Stored data
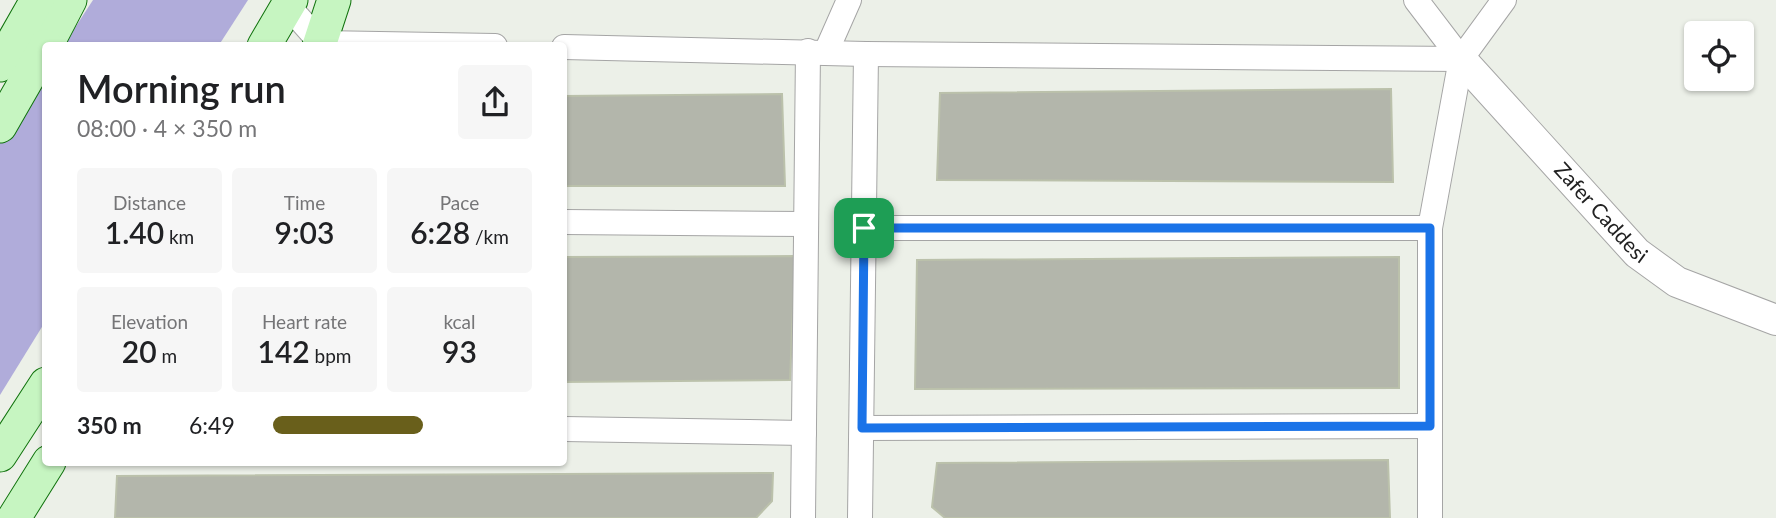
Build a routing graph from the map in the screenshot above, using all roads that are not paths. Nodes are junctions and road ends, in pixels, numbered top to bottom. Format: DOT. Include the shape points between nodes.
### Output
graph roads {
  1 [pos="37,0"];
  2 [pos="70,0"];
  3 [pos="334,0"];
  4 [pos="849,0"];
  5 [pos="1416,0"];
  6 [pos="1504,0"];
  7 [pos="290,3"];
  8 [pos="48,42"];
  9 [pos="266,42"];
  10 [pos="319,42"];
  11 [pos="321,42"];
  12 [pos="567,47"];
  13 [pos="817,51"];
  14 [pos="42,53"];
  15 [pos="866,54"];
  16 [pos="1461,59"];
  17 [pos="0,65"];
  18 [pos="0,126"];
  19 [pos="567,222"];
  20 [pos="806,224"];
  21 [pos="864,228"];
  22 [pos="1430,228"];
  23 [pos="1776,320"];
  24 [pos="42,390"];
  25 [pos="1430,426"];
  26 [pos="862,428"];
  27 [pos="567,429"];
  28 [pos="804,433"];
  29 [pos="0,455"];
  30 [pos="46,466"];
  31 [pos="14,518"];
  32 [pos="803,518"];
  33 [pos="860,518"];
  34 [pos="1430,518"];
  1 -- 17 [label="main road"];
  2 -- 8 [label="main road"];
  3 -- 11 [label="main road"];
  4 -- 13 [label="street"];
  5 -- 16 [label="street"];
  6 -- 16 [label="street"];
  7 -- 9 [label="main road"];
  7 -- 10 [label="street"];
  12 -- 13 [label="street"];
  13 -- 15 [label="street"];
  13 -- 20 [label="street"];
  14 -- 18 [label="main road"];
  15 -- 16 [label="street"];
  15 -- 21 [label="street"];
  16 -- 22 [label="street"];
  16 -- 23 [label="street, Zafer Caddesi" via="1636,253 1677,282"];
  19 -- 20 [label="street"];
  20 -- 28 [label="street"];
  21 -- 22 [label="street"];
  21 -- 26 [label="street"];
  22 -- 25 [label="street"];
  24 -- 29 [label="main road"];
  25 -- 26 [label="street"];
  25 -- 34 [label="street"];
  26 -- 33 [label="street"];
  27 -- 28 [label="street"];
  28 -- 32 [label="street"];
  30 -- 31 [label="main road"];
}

## [What to work on]
Report each line of the data that includes the string "main".

## [Problem solution]
  1 -- 17 [label="main road"];
  2 -- 8 [label="main road"];
  3 -- 11 [label="main road"];
  7 -- 9 [label="main road"];
  14 -- 18 [label="main road"];
  24 -- 29 [label="main road"];
  30 -- 31 [label="main road"];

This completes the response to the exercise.